Upon returning from Rootwire, I was fired up. Festivals always fill me with lots of raw power, pulsating energy, and a whole boatload of idealism, but those are generally accompanied by a great pit of frustration at “normal life” in the working world. This time upon touching back down on home soil, I felt a passionate pull to direct my life towards something more in line with spirituality, to offer true service to the world. Already frustrated at the repetitive cyclical mundanity of five years working at a health food store, I came back from the festival destined with a drive to propel myself out of the clutches of the corporate 40 hour work week and into something which contained more freedom, something that fell in line with what I thought spiritual service was. I aimed a tractor beam towards my imagined future with a fire, a ferocity, and a “don’t take ‘no’ for an answer” attitude, which in hindsight, lacked the patience, foresight, and heedful integrity that any good project needs to actually come to fruition. More importantly; though, my actions lacked the mindful presence, gratitude, and selflessness that represents true service.

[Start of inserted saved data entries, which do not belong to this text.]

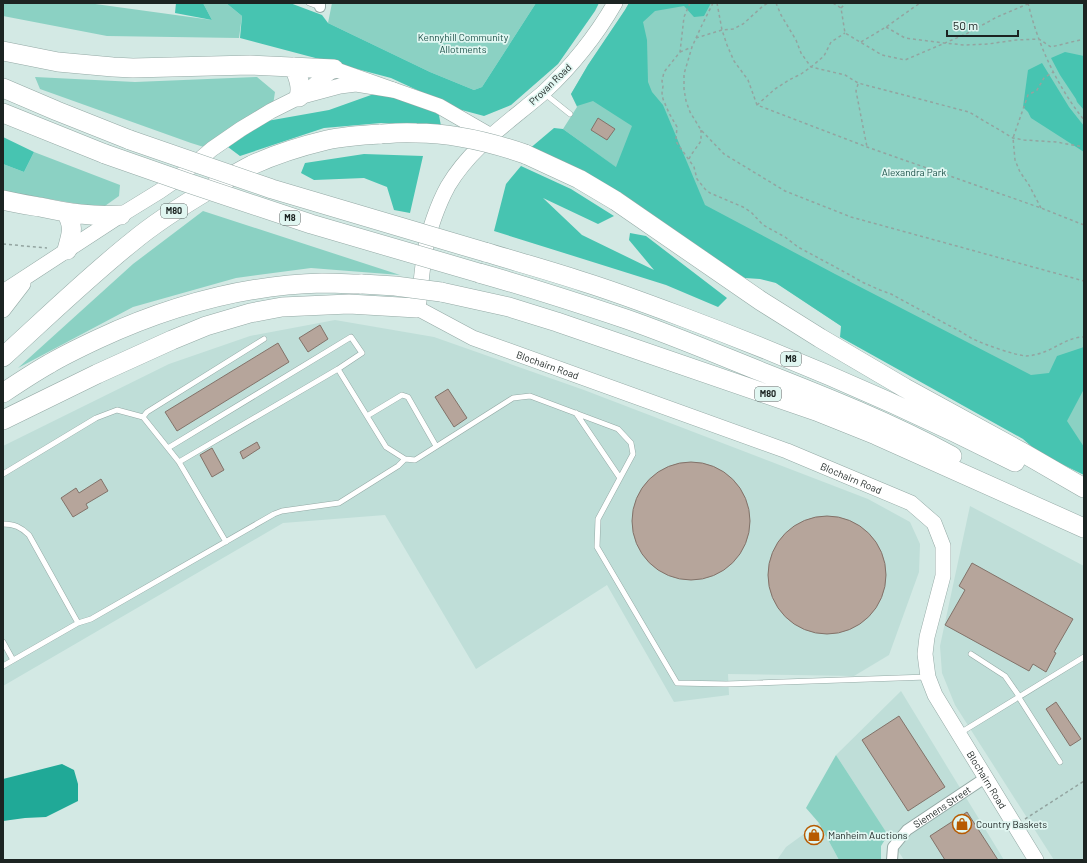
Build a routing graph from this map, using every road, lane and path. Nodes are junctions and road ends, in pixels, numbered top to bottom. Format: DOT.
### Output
graph roads {
  1 [pos="309,3"];
  2 [pos="615,3"];
  3 [pos="690,3"];
  4 [pos="713,3"];
  5 [pos="717,3"];
  6 [pos="768,3"];
  7 [pos="776,3"];
  8 [pos="833,3"];
  9 [pos="846,3"];
  10 [pos="920,3"];
  11 [pos="1030,3"];
  12 [pos="1028,4"];
  13 [pos="320,5"];
  14 [pos="841,8"];
  15 [pos="886,27"];
  16 [pos="722,30"];
  17 [pos="845,33"];
  18 [pos="1039,38"];
  19 [pos="1084,38"];
  20 [pos="696,39"];
  21 [pos="861,42"];
  22 [pos="944,43"];
  23 [pos="692,46"];
  24 [pos="3,51"];
  25 [pos="680,52"];
  26 [pos="294,67"];
  27 [pos="811,67"];
  28 [pos="334,68"];
  29 [pos="1053,72"];
  30 [pos="858,83"];
  31 [pos="3,88"];
  32 [pos="393,90"];
  33 [pos="543,92"];
  34 [pos="299,97"];
  35 [pos="757,105"];
  36 [pos="3,113"];
  37 [pos="570,114"];
  38 [pos="1084,120"];
  39 [pos="701,130"];
  40 [pos="491,136"];
  41 [pos="1013,138"];
  42 [pos="867,146"];
  43 [pos="1084,147"];
  44 [pos="689,159"];
  45 [pos="3,200"];
  46 [pos="1041,208"];
  47 [pos="66,212"];
  48 [pos="121,215"];
  49 [pos="1084,225"];
  50 [pos="3,244"];
  51 [pos="67,250"];
  52 [pos="40,268"];
  53 [pos="1084,281"];
  54 [pos="3,292"];
  55 [pos="417,308"];
  56 [pos="3,310"];
  57 [pos="1084,337"];
  58 [pos="264,339"];
  59 [pos="3,357"];
  60 [pos="338,368"];
  61 [pos="3,393"];
  62 [pos="576,414"];
  63 [pos="367,416"];
  64 [pos="142,417"];
  65 [pos="3,420"];
  66 [pos="436,446"];
  67 [pos="168,448"];
  68 [pos="405,459"];
  69 [pos="179,462"];
  70 [pos="3,474"];
  71 [pos="620,478"];
  72 [pos="1084,488"];
  73 [pos="1084,497"];
  74 [pos="3,524"];
  75 [pos="1084,528"];
  76 [pos="226,542"];
  77 [pos="78,623"];
  78 [pos="3,642"];
  79 [pos="971,654"];
  80 [pos="1084,656"];
  81 [pos="13,660"];
  82 [pos="3,666"];
  83 [pos="928,677"];
  84 [pos="1019,696"];
  85 [pos="958,734"];
  86 [pos="1060,762"];
  87 [pos="985,778"];
  88 [pos="1084,782"];
  89 [pos="1014,825"];
  90 [pos="892,860"];
  91 [pos="1036,860"];
  1 -- 13 [label="lane"];
  2 -- 33 [label="street, Provan Road"];
  3 -- 25 [label="path"];
  4 -- 20 [label="path"];
  5 -- 16 [label="path"];
  6 -- 16 [label="path"];
  7 -- 27 [label="path"];
  8 -- 14 [label="path"];
  9 -- 14 [label="path"];
  10 -- 15 [label="path"];
  11 -- 12 [label="path"];
  12 -- 18 [label="path"];
  12 -- 22 [label="path"];
  14 -- 17 [label="path"];
  15 -- 21 [label="path"];
  15 -- 22 [label="path"];
  16 -- 20 [label="path"];
  16 -- 35 [label="path"];
  17 -- 21 [label="path"];
  17 -- 27 [label="path"];
  18 -- 19 [label="path"];
  18 -- 22 [label="path"];
  18 -- 29 [label="path"];
  20 -- 23 [label="path"];
  21 -- 22 [label="path"];
  23 -- 25 [label="path"];
  23 -- 39 [label="path"];
  24 -- 26 [label="highway"];
  25 -- 44 [label="path"];
  26 -- 28 [label="highway"];
  26 -- 34 [label="highway"];
  27 -- 30 [label="path"];
  27 -- 35 [label="path"];
  28 -- 32 [label="street"];
  28 -- 34 [label="street"];
  29 -- 38 [label="path"];
  29 -- 41 [label="path"];
  30 -- 41 [label="path"];
  30 -- 42 [label="path"];
  31 -- 73 [label="highway, M8, bridge"];
  32 -- 34 [label="street"];
  32 -- 40 [label="street"];
  33 -- 37 [label="lane"];
  33 -- 40 [label="street, Provan Road"];
  34 -- 48 [label="street"];
  35 -- 42 [label="path"];
  36 -- 75 [label="highway, M8, bridge"];
  39 -- 44 [label="path"];
  39 -- 53 [label="path"];
  40 -- 55 [label="street, Provan Road"];
  41 -- 43 [label="path"];
  41 -- 46 [label="path"];
  42 -- 46 [label="path"];
  44 -- 57 [label="path"];
  45 -- 47 [label="highway"];
  46 -- 49 [label="path"];
  47 -- 48 [label="highway"];
  47 -- 51 [label="highway"];
  48 -- 51 [label="street"];
  50 -- 51 [label="path"];
  51 -- 52 [label="street"];
  52 -- 54 [label="street"];
  52 -- 56 [label="street"];
  55 -- 65 [label="highway"];
  55 -- 83 [label="street, Blochairn Road"];
  58 -- 64 [label="lane"];
  59 -- 72 [label="highway, M80, bridge"];
  60 -- 63 [label="lane"];
  60 -- 67 [label="lane"];
  60 -- 69 [label="lane"];
  61 -- 75 [label="highway, M80, bridge"];
  62 -- 66 [label="lane"];
  62 -- 71 [label="lane"];
  62 -- 71 [label="lane"];
  63 -- 66 [label="lane"];
  63 -- 68 [label="lane"];
  64 -- 67 [label="lane"];
  64 -- 70 [label="lane"];
  66 -- 68 [label="lane"];
  67 -- 69 [label="lane"];
  68 -- 76 [label="lane"];
  69 -- 76 [label="lane"];
  71 -- 83 [label="lane"];
  74 -- 77 [label="lane"];
  76 -- 77 [label="lane"];
  77 -- 81 [label="lane"];
  78 -- 81 [label="lane"];
  79 -- 84 [label="lane"];
  80 -- 84 [label="lane"];
  81 -- 82 [label="lane"];
  83 -- 85 [label="street, Blochairn Road"];
  84 -- 85 [label="lane"];
  84 -- 86 [label="lane"];
  85 -- 87 [label="street, Blochairn Road"];
  87 -- 89 [label="street, Blochairn Road"];
  87 -- 90 [label="street, Siemens Street"];
  88 -- 89 [label="path"];
  89 -- 91 [label="street, Blochairn Road"];
}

Looking back at the crushing bevy of various ideas that flowed out of my brain and into the earholes of my close friends, family, and satsang over the week or so after the festival, it was clear I was in a frenzied state of attempts at manifesting a service-based life. The whirlpool of harmonious and creative ideas that I was swathed within was not a bad thing; though, as many of the ideas that came to me, with a little tweaking and planning, could really have the opportunity become something beneficial to both the world and myself. The problem was that instead of simply mindfully observing the ideas swirling around in the whirlpool and cautiously pulling out the fish that were biting, I decided to jump headfirst into the eye of it all, proverbially drowning myself in a personal cyclone of half-hazard, big-project ideas which all needed much more time and subtle thought to truly ripen and manifest.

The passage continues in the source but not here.